D’autres écrivent simplement « un fil », sans préciser s’il faut entendre par-là un brin sur huit (à la façon de Maïmonide), ou bien un fil sur quatre (à la façon du Raavad). C’est le cas de Rav Chemouel bar ‘Hofni Gaon, de Na‘hmanide, de Rabbénou Ba‘hyé (Nb 15, 38) et du Zohar (III 175b).

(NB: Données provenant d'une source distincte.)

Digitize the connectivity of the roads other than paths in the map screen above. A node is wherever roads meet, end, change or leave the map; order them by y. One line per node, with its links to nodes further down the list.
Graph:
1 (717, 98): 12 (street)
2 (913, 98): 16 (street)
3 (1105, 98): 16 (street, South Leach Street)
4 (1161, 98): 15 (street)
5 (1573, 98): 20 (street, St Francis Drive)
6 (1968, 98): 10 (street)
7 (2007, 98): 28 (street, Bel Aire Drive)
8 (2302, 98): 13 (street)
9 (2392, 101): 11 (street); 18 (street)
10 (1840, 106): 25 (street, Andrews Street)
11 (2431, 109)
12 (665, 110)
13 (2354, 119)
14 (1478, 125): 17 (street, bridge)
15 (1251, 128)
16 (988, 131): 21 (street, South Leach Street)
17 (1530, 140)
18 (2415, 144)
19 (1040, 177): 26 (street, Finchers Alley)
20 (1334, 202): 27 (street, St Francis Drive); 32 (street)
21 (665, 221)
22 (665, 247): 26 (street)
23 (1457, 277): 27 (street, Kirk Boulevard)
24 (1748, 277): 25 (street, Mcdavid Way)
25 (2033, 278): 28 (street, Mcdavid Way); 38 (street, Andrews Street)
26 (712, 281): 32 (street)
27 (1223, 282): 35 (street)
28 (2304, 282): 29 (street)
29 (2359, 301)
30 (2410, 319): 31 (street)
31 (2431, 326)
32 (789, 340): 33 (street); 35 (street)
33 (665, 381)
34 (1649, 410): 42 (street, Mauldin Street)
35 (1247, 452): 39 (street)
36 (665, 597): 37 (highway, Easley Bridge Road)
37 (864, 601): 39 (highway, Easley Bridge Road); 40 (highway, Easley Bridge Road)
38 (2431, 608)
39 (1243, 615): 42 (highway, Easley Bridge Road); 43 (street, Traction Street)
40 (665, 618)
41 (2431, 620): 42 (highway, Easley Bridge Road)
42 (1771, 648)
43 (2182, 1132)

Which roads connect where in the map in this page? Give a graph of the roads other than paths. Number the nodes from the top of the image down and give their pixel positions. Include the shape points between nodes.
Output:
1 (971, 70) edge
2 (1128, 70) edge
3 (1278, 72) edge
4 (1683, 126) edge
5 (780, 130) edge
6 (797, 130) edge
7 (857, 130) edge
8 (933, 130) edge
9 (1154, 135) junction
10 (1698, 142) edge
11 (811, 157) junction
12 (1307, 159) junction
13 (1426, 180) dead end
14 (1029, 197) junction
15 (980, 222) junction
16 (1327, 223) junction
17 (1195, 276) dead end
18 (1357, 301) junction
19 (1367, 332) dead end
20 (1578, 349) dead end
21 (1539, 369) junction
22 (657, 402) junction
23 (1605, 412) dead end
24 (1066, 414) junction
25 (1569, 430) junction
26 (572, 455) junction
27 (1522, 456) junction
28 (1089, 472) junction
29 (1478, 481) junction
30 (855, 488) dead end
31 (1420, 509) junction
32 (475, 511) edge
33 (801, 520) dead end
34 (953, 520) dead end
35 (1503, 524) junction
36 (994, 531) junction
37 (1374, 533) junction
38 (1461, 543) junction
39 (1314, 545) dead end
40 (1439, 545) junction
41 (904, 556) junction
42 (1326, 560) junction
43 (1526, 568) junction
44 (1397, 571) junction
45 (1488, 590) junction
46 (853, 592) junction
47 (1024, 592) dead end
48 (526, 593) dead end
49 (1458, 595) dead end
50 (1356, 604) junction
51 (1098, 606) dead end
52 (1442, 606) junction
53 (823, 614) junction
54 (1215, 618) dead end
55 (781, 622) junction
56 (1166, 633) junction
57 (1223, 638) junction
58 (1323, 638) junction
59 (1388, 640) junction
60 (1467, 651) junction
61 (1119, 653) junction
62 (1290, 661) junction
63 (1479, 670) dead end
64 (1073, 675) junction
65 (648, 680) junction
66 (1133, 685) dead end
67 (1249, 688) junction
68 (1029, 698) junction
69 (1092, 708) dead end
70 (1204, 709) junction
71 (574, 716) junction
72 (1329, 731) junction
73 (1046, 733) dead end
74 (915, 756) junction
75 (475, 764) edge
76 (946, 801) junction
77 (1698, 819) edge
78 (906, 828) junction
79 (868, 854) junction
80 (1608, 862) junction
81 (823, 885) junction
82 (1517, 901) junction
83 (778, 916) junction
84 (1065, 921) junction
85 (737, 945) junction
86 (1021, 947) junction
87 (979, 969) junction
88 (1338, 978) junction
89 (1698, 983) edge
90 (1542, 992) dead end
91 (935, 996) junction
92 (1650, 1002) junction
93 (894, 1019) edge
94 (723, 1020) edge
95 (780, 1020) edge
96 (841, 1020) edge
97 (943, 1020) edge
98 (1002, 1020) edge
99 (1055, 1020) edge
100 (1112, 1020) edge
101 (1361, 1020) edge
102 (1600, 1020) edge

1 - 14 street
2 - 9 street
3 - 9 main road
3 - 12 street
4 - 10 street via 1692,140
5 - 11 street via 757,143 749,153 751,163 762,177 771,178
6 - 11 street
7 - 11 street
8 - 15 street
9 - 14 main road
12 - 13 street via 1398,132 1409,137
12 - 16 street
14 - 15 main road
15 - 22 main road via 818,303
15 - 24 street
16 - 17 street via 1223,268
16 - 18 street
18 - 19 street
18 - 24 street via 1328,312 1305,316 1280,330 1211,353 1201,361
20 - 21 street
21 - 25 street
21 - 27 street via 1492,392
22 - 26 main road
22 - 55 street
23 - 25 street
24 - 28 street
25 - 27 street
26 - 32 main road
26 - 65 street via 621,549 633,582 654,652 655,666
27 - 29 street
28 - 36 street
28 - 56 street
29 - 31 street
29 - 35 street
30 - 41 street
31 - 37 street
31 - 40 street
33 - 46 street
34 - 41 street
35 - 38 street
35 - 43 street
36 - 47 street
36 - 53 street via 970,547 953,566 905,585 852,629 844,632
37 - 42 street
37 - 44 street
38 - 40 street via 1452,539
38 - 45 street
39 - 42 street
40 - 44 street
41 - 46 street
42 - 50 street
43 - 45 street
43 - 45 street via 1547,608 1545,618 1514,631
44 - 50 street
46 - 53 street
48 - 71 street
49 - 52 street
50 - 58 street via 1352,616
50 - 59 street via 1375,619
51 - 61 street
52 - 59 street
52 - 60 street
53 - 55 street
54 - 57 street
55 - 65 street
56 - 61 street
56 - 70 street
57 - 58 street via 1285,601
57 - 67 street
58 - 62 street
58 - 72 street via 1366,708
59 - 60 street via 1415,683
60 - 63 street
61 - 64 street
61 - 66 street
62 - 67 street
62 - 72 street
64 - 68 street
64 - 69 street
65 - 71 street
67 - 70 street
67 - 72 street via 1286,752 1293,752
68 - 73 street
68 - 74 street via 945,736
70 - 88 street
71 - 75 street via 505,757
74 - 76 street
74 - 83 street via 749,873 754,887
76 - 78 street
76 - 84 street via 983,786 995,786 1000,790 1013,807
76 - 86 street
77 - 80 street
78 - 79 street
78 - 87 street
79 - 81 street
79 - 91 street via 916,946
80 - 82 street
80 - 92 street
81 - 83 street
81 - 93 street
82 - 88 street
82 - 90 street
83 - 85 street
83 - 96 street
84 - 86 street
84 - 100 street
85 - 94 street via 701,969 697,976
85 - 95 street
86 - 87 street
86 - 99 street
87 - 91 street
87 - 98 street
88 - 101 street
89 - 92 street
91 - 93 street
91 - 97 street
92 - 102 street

En pratique, chacune de ces opinions a sa raison d’être, et quiconque adopte l’une d’entre elles accomplit la mitsva. Cependant, j’ai personnellement tendance à suivre le Raavad, dont l’opinion tient l’équilibre entre les deux autres, et est soutenue par le Gaon de Vilna et le ‘Hida. De même, il paraît plus vraisemblable que l’on teignît de bleu un fil entier – comme il ressort du traité ‘Erouvin (96b). Ce passage talmudique discute en effet du cas où l’on trouve un fil d’azur, et où l’on se demande si celui-ci a été fabriqué en vue de la mitsva de tsitsit. Or personne ne propose, pour dissiper ce doute, de constater si seule la moitié du fil est teinte.

Comment enrouler les fils

D’un point de vue strictement halakhique, toutes les formes de nœuds et d’enroulements sont valides, comme il ressort de la Guémara (Mena‘hot 39a). Sur ce point également, j’incline dans le sens du Raavad (Tsitsit 1, 7), qui suit l’opinion de Rav Netronaï Gaon et de Rabbénou Guerchom (Mochav Zeqenim sur Nb 15, 38). Cette méthode permet en effet de conserver l’usage qui, jusqu’ici, était établi pour les tsitsit intégralement blancs, et qu’expose le Choul‘han ‘Aroukh (Ora‘h ‘Haïm 11, 14) : on fait cinq nœuds, séparés par quatre séries d’enroulements (‘houliot), pour un total de trente-neuf tours. Selon le Raavad, ces tours alternent fil blanc et fil d’azur, la première et la dernière spire de chaque série étant faites en blanc – à l’exception de la deuxième série, pour laquelle on ne se montre pas pointilleux.